We have the legal expertise and practical knowledge to help sort out disagreements over a Will. Give us a call for a free and confidential conversation and let’s talk about how we can help.
For a free initial chat, at no obligation, or fill out our enquiry form and a solicitor will get in touch.
Common reasons to challenge or contest a will include:
A Will can only be contested on specific legal grounds. If the party who intends to contest the Will is unable to reach a resolution with the executors and beneficiaries of the Will, then an application will need to be made to court, setting out the basis of the challenge to the Will.
Anyone with a claim against an estate that relates to the content, drafting or execution of the Will can potentially challenge a Will. The most common claimants are spouses, children, family members or dependants of the deceased and beneficiaries of the Will, or creditors.
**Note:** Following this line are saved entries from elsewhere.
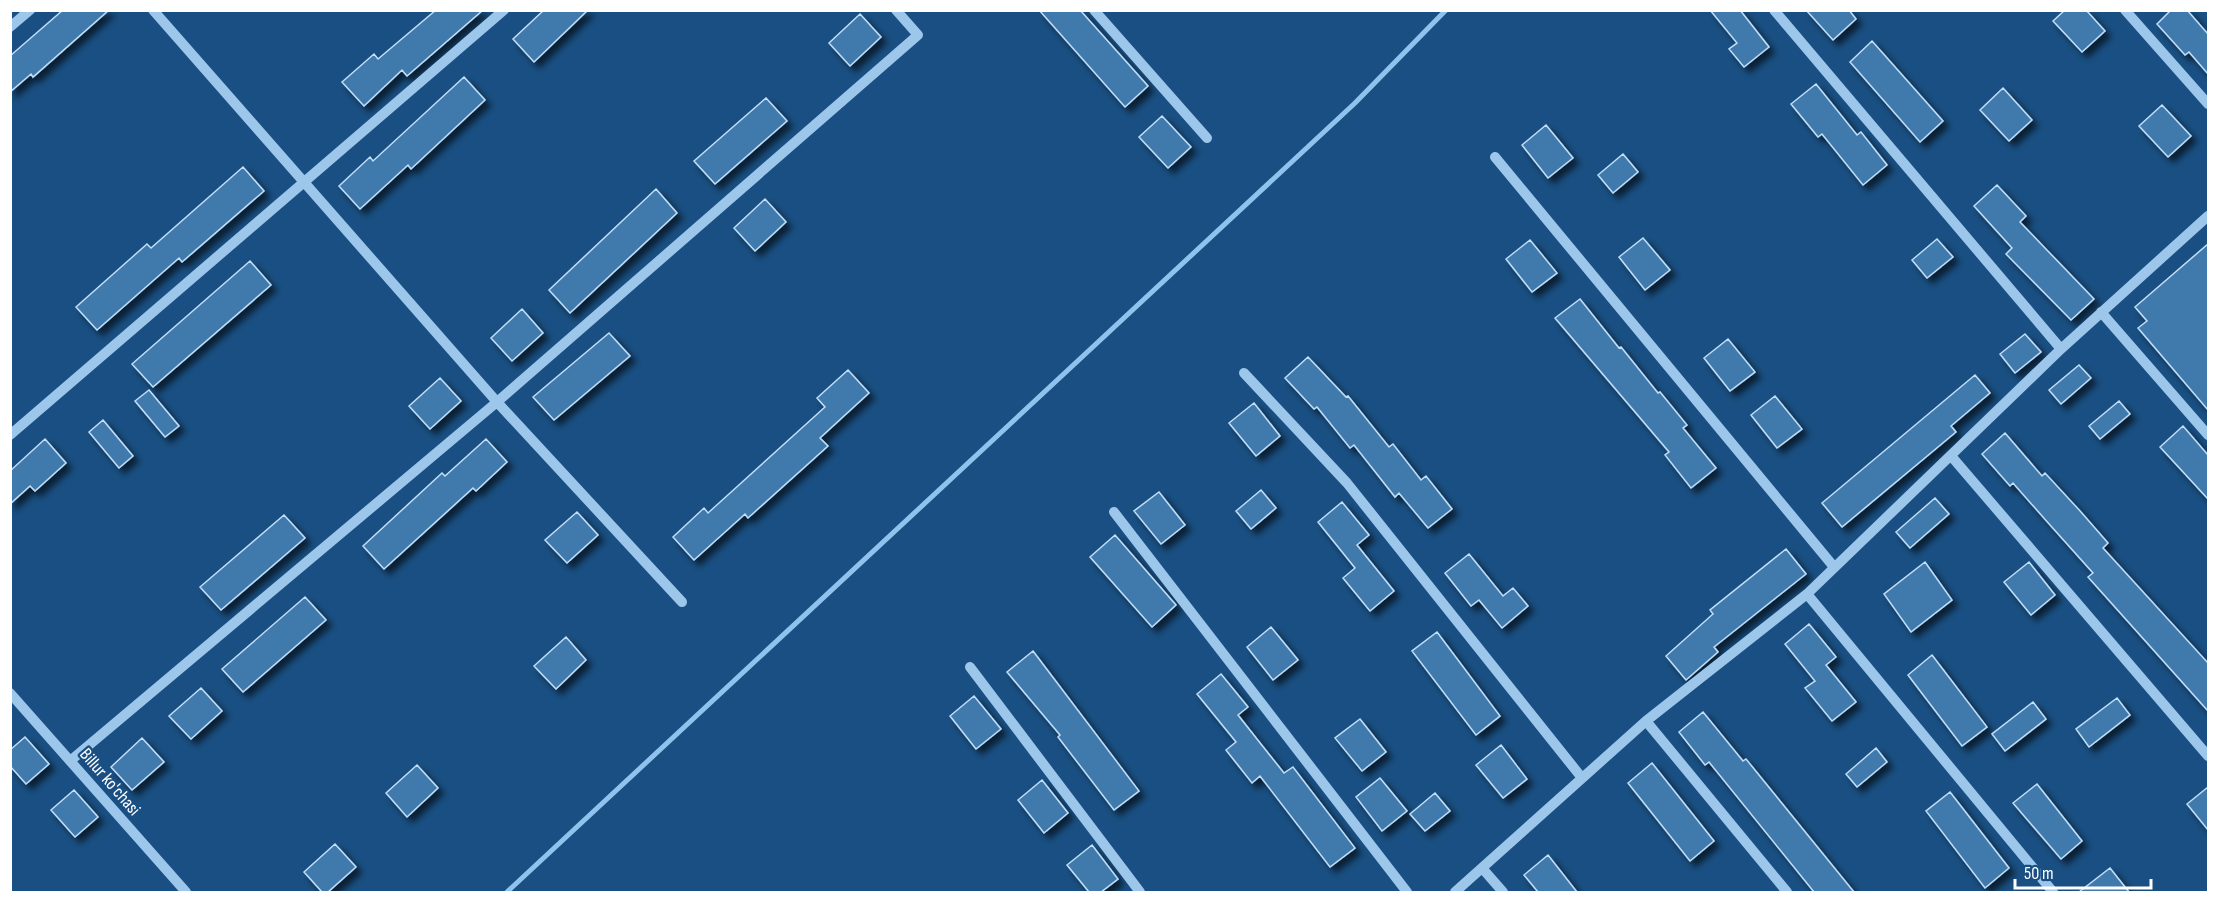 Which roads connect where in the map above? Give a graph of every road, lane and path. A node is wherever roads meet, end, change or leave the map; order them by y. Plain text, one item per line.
1 (30, 10) edge
2 (153, 10) edge
3 (504, 10) edge
4 (896, 10) edge
5 (1094, 10) edge
6 (1774, 10) edge
7 (2125, 10) edge
8 (10, 27) edge
9 (2208, 104) edge
10 (1207, 138) dead end
11 (1495, 157) dead end
12 (306, 183) junction
13 (2208, 216) edge
14 (2101, 312) junction
15 (2061, 349) junction
16 (1244, 373) dead end
17 (497, 402) junction
18 (10, 435) edge
19 (2208, 435) edge
20 (1952, 457) junction
21 (1114, 512) dead end
22 (1834, 567) junction
23 (1807, 594) junction
24 (682, 602) dead end
25 (970, 668) dead end
26 (10, 693) edge
27 (1646, 721) junction
28 (2208, 756) edge
29 (70, 761) junction
30 (1582, 778) junction
31 (1482, 868) junction
32 (186, 892) edge
33 (1140, 892) edge
34 (1407, 892) edge
35 (1455, 892) edge
36 (1503, 892) edge
37 (1788, 892) edge
38 (2053, 892) edge

1 - 8 street
2 - 12 street
3 - 12 street
4 - 17 street
5 - 10 street
6 - 15 street
7 - 9 street
11 - 22 street
12 - 17 street
12 - 18 street
13 - 14 street
14 - 15 street
14 - 19 street
15 - 20 street
16 - 30 street
17 - 24 street
17 - 29 street
20 - 22 street
20 - 28 street
21 - 34 street
22 - 23 street
23 - 27 street
23 - 38 street
25 - 33 street
26 - 29 street, Billur ko'chasi
27 - 30 street
27 - 37 street
29 - 32 street, Billur ko'chasi
30 - 31 street
31 - 35 street
31 - 36 street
Claims can also be made against an estate if a claimant was promised to be remembered in the Will by the deceased, which they relied on, but did not receive. Close family members, dependants and cohabitees can also make an claim against an estate on the basis that the Will failed to make reasonable provision for them.
Usually, it is important to take advice quickly following a death, for a number of reasons, if you think you may have a claim. A claim for reasonable provision must be issued within 6 months of the grant of probate (which can be extended in certain circumstances). Therefore, it is necessary to contact the executors of the estate as soon as possible, to try and reach an agreement, without having to issue court proceedings. The same time limit does not apply if you are challenging the Will, but it is sensible to proceed as soon as possible, as so as to avoid unnecessary evidential difficulties and to avoid adverse tax or cost implications for the estate.
It is sensible to engage the services of a specialist solicitor. They will contact the executors of the Will on your behalf to notify them of your potential claim. Depending on the type of claim you have, your solicitor may recommend that a caveat is entered to prevent a grant of probate being obtained in respect of the Will. If resolution of your claim cannot be agreed between you and the executors and beneficiaries of the Will, an application to the court may be necessary.
Each party is responsible for their own legal costs. An agreement may be reached whereby your legal costs are paid by the estate. If your claim is determined by the court and you succeed, you can ask the court to determine which party should pay your costs.
The overall cost of dispute will depend on the issues involved, the number of witnesses and documentary evidence involved, whether expert evidence is needed and the point at which a case is concluded.
Undue influence is where pressure, coercion or undue influence is exerted on the testator (the person making the will) so as to procure a Will in particular terms, that is not the expression or result of their own free will.
The basis on which a Will might be contested will depend on the particular circumstances. Evidence might be gathered from witnesses, documents and/or experts. A specialist solicitor will be able to represent you and advise as to how best to proceed.
A claim could be issued by a litigation friend for a minor or by an attorney. Otherwise, the court would expect the claim to be issued by the person with the claim.
In the first instance there is an obligation on the parties to a dispute to attempt resolution without litigation via Alternative Dispute Resolution (ADR). If this is not possible court proceedings will be necessary.
If you are an interested party (executor or beneficiary) you will probably receive a letter about the dispute and be invited to take part in ADR and/or subsequent court proceedings.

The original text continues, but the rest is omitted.